A Lebanese infiltrator planted Megido roadside bomb
After the gag order on the defense minister’s high-level conference was lifted late on Wednesday, it was revealed that an infiltrator from Lebanon planted the roadside bomb that blew up at Megido junction on March 12. The bomb was of the type used by Hizballah. He also carried a pistol and a hand grenade and wore a bomb vest. After detonating the roadside bomb, he hitchhiked aboard a car heading north and tried to reach the Lebanese border. However, Shin Bet forces, who gave chase, stopped the car, and when the infiltrator opened fire and began fingering his bomb vest, they shot him dead.
DEBKAfile reported earlier.
A possible new terror strategy of roadside bombs initiated by Iran and Hizballah apparently prompted the urgent security conference called by Defense Minister Yoav Galant on Tuesday, March 14. Before them was an assessment of two attacks by unusual methods, indicating a possible new turn in the current wave of Palestinian terror: In one, a bomb was placed on a bus in the small town of Beitar Elite on March 8. It caught fire but failed to explode. In the second, a roadside bomb did explode four days later at the Megido junction, injuring a driver.
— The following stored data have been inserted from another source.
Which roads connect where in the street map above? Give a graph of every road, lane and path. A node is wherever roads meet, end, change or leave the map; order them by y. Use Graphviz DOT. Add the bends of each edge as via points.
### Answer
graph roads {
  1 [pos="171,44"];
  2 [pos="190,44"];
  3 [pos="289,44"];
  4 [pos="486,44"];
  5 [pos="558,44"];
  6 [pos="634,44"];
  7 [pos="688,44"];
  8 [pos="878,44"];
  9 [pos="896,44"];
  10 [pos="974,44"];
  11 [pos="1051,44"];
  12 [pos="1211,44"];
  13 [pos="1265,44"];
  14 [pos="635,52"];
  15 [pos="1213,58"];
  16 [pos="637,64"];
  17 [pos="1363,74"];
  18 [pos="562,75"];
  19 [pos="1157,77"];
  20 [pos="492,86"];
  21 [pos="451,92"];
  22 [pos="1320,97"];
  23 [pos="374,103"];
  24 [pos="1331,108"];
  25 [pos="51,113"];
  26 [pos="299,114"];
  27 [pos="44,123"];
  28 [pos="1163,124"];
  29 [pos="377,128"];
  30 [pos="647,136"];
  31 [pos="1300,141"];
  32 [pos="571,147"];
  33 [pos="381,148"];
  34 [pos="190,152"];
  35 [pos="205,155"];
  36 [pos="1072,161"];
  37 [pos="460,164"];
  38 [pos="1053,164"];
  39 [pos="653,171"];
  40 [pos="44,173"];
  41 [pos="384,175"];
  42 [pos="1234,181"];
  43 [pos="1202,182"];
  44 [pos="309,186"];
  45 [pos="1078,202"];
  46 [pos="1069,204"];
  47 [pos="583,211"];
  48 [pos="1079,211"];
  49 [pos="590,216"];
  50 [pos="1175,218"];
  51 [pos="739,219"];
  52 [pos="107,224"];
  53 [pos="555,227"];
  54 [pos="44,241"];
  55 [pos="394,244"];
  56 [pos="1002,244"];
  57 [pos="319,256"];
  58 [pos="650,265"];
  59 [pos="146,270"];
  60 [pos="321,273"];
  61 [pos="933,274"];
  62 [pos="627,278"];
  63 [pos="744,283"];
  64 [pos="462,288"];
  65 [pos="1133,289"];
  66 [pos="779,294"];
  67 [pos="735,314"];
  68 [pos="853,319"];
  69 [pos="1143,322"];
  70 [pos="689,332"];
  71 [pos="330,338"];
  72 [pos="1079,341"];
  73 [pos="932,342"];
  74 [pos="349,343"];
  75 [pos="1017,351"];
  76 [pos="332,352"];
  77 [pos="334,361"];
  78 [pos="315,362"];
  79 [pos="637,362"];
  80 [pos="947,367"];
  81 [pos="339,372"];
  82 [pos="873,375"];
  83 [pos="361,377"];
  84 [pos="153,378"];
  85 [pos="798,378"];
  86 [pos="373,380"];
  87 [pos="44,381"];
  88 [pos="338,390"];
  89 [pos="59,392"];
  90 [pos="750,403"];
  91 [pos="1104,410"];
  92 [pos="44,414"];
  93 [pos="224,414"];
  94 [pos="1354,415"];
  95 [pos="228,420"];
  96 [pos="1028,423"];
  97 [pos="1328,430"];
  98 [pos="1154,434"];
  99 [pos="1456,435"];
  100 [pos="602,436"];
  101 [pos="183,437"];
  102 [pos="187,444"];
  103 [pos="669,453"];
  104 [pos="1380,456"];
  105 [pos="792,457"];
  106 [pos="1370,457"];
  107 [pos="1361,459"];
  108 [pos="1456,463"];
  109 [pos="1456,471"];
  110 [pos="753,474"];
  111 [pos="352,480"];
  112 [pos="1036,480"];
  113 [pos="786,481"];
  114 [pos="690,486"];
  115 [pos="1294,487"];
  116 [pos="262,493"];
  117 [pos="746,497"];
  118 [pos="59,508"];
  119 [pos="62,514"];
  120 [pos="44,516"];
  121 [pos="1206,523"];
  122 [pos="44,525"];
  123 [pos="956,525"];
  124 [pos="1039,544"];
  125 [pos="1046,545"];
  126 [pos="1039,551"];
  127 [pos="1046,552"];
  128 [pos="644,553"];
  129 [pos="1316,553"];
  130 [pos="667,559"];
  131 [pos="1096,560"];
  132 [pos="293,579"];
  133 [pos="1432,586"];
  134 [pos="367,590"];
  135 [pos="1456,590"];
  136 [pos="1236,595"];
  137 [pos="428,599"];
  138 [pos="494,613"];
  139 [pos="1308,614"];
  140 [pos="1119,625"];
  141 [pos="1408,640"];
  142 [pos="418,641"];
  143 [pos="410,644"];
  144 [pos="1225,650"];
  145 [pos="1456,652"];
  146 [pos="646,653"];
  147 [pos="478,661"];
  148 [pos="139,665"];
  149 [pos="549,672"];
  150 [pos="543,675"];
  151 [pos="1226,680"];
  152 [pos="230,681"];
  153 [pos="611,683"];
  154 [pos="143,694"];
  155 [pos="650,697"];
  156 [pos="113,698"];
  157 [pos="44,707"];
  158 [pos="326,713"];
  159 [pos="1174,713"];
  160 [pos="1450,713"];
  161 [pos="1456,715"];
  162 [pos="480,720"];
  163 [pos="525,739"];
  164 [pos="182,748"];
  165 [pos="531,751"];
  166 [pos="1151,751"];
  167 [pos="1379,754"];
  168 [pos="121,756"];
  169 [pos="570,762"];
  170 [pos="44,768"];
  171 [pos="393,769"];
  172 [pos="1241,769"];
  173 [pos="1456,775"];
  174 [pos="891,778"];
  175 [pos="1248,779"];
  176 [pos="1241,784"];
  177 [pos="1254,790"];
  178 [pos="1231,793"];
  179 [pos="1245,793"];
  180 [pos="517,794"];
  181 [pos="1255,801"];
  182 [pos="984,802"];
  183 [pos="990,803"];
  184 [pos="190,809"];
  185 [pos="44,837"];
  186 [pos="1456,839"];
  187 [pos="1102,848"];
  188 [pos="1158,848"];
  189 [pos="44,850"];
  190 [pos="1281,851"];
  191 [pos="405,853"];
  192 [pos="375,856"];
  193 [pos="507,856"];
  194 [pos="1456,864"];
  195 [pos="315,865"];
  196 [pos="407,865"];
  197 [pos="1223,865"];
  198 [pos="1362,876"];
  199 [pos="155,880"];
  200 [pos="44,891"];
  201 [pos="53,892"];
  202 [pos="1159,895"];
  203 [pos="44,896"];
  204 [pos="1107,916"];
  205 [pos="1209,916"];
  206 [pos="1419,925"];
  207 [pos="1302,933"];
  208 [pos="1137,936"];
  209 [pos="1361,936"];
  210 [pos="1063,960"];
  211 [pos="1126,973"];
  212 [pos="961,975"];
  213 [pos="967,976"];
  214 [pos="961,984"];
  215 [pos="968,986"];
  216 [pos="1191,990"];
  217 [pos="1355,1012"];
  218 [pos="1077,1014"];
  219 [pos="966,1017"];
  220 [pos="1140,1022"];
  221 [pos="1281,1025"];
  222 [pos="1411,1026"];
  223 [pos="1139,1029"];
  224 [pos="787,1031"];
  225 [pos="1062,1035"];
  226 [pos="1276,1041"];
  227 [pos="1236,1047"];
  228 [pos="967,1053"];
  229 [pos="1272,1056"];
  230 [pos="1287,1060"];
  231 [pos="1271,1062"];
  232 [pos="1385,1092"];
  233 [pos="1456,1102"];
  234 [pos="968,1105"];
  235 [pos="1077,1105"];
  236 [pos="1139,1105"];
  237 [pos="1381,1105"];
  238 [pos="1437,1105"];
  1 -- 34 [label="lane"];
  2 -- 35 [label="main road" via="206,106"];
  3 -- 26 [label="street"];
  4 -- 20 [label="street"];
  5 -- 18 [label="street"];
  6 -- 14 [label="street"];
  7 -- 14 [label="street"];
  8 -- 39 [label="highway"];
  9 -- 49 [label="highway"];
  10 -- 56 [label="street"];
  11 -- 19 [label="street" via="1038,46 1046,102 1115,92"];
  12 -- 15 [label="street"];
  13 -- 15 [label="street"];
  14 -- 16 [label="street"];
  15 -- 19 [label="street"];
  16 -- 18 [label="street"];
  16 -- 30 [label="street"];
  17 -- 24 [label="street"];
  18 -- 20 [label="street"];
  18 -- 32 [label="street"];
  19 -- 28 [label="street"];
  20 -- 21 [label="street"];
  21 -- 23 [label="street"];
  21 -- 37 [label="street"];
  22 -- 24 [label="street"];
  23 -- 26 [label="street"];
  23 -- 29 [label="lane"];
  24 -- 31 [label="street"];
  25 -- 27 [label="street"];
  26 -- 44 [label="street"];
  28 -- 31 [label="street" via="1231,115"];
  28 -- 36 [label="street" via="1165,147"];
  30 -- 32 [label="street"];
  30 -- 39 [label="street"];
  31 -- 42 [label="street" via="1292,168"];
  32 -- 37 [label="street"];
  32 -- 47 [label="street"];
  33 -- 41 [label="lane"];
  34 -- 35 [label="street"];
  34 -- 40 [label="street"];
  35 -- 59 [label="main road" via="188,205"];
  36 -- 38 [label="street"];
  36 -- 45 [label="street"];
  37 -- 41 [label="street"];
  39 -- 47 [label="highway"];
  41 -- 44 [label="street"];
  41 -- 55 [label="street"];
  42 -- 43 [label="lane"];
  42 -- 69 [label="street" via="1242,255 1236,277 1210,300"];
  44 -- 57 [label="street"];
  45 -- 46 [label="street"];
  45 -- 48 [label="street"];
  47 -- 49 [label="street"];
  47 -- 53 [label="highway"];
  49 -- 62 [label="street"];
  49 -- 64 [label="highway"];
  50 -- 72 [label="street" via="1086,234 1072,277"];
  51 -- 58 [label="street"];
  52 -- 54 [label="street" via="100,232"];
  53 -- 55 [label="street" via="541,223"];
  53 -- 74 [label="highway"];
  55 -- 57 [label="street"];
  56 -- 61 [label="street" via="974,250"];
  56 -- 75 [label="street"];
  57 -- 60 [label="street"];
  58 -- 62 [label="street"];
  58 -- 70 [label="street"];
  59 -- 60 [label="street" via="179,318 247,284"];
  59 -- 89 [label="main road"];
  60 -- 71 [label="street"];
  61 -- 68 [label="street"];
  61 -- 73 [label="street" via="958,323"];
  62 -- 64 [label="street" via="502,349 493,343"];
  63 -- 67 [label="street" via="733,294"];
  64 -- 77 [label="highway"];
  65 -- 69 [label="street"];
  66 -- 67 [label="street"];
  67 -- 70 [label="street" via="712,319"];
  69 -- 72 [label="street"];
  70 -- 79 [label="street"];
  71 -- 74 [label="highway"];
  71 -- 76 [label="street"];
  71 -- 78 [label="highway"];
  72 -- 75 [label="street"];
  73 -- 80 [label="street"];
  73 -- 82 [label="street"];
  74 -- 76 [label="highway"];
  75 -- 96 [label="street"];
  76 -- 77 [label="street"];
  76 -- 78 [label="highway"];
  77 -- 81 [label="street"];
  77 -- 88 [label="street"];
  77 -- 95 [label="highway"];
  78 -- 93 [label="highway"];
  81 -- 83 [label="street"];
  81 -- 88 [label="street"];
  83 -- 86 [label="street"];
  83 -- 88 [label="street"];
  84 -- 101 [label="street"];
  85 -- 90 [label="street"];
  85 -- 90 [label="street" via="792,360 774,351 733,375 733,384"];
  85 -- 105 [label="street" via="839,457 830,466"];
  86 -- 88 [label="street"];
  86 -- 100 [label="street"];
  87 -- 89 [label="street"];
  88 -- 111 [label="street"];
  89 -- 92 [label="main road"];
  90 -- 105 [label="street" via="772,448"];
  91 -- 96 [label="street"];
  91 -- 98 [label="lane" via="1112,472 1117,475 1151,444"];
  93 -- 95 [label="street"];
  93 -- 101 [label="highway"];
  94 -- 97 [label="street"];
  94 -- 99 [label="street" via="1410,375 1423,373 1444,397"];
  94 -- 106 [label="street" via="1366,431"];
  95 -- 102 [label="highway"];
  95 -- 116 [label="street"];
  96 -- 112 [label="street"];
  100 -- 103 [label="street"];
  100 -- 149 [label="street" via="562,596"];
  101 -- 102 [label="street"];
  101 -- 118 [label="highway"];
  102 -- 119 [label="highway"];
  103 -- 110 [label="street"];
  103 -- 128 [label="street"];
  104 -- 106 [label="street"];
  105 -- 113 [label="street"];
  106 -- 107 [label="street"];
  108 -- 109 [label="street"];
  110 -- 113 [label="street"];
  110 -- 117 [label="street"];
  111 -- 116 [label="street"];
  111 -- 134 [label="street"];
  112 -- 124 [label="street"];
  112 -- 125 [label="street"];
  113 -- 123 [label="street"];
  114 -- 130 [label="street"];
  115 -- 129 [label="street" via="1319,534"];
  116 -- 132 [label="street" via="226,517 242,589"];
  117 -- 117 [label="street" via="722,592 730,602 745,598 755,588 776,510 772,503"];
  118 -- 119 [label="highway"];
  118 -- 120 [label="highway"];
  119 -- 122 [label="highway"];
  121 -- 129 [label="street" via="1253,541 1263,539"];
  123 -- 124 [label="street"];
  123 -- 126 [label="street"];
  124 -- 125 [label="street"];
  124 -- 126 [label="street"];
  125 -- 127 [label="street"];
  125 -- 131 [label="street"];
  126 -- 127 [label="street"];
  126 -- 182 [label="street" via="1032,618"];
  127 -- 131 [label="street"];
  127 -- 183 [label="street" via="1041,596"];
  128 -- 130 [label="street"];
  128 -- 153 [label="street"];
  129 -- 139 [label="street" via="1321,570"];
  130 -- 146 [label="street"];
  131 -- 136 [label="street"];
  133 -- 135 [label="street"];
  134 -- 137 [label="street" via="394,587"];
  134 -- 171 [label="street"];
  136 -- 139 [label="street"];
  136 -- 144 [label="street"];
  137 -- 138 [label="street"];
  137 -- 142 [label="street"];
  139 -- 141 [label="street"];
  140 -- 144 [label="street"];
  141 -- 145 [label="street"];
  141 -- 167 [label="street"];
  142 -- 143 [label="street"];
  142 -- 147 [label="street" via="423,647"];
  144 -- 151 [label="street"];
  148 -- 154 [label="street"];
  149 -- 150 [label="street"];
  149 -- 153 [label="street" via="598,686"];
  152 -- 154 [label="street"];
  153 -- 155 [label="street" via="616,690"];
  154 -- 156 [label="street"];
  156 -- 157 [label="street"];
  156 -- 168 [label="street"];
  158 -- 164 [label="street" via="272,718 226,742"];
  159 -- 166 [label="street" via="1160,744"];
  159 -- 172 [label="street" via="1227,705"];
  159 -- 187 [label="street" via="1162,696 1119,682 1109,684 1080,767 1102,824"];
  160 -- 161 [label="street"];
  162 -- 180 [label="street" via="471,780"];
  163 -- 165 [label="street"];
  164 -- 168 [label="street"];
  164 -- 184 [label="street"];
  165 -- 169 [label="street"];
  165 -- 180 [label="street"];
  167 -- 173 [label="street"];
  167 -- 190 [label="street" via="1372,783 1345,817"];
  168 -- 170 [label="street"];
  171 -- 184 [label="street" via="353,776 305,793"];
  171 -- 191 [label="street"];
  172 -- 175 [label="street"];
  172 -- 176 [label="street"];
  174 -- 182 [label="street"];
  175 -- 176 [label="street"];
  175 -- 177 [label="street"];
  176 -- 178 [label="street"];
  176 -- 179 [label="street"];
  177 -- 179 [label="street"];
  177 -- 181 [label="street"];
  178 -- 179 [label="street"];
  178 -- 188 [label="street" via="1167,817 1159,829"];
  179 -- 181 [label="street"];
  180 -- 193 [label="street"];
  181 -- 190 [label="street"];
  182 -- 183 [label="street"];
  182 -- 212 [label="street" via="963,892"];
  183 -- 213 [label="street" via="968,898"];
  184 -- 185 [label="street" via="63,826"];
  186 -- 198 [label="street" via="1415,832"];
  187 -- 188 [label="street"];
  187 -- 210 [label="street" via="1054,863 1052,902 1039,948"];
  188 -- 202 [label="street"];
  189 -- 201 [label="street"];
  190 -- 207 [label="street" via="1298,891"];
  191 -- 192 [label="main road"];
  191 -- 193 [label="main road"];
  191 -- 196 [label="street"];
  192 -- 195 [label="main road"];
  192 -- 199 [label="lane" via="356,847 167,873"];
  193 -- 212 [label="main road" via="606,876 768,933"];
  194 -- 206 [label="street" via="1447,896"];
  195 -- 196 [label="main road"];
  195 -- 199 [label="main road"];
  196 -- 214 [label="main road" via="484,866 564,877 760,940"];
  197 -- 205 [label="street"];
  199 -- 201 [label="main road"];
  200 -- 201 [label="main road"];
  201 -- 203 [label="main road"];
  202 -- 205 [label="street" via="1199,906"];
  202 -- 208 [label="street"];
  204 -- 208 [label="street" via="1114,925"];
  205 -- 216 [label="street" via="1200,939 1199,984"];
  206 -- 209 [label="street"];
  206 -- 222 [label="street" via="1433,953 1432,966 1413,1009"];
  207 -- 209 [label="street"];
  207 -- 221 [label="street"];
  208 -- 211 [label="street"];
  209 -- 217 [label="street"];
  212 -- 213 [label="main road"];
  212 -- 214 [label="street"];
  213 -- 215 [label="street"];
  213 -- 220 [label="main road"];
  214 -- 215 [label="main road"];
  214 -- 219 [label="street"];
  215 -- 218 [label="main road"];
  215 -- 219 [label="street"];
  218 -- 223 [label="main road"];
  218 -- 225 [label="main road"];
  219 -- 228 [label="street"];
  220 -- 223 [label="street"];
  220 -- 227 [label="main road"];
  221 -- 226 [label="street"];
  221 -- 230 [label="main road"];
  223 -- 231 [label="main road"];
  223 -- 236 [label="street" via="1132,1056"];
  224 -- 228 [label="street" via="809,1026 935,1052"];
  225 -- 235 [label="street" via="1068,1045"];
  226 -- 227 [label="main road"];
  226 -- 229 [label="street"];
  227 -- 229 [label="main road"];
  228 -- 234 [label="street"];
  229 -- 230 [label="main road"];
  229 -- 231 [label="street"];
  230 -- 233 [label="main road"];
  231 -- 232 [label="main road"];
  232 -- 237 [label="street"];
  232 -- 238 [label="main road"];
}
The conference, attended also by IDF Chief of Staff Lt. Gen. Herzi Levi, Shin Bet Director Ronen Bar, head of operations at the IDF HQ, Maj. Gen. Oded Basyuk, and IDF Intelligence (Aman) commander Lt. Gen. Aharon Halyiva, stated only that efforts would continue to maintain normal civilian life in the country. The contents of the conference were placed under a strict gag order.
Beitar Elit is situated south of Jerusalem opposite the Palestinian village of Hussan. When the bomb sputtered without blowing up, security forces ordered residents to stay home and searched for more bombs in a house-to-house search.
The roadside bomb at Megido junction in northern Israel injured an Israeli Arab motorist. Its technology was discovered by investigators to be identical to the bus bomb, although 133km separated the two incidents.
In a speech to the Knesset on Monday, former Chief of Staff Gadi Eisenkott said: “The IDF is at a crossroads, and, in my view, we find ourselves in one of our gravest security periods since the Yom Kippur War.” A member of the opposition, Eisenkot maintained that his purpose was not to scare but to understand and appreciate reality. He insisted he spoke “on the strength of intelligence and the reading of facts on the Iranian and Palestinian scenes, as well as in Lebanon.”
Finally, on Wednesday, March 15, the Damascus-based Galilee Forces Quwat al-Jalil claimed responsibility for the Megido roadside bomb and announced that more attacks were on the way. This group is supported by Iran and Hizballah as the military arm of the Movement of the Youth of Palestinian Return (Harakat Shabab al Qudat al-Falastina). For the sake of credibility, the organization published a photo of rockets ready for launching (see attached photo).
This and other evidence appear to indicate that Iran and its Lebanese proxy Hizballah are ready for a role in the Palestinian war of terror against Israel and the attempts to set off a third intifada, by resorting to the strategy of roadside bombs, the weapon that caused the majority of US casualties in Iraq and Afghanistan. If that is the case, the defense minister’s consultation and Eisenkott’s warning were prompted by extreme foreboding and the urgency of counteraction.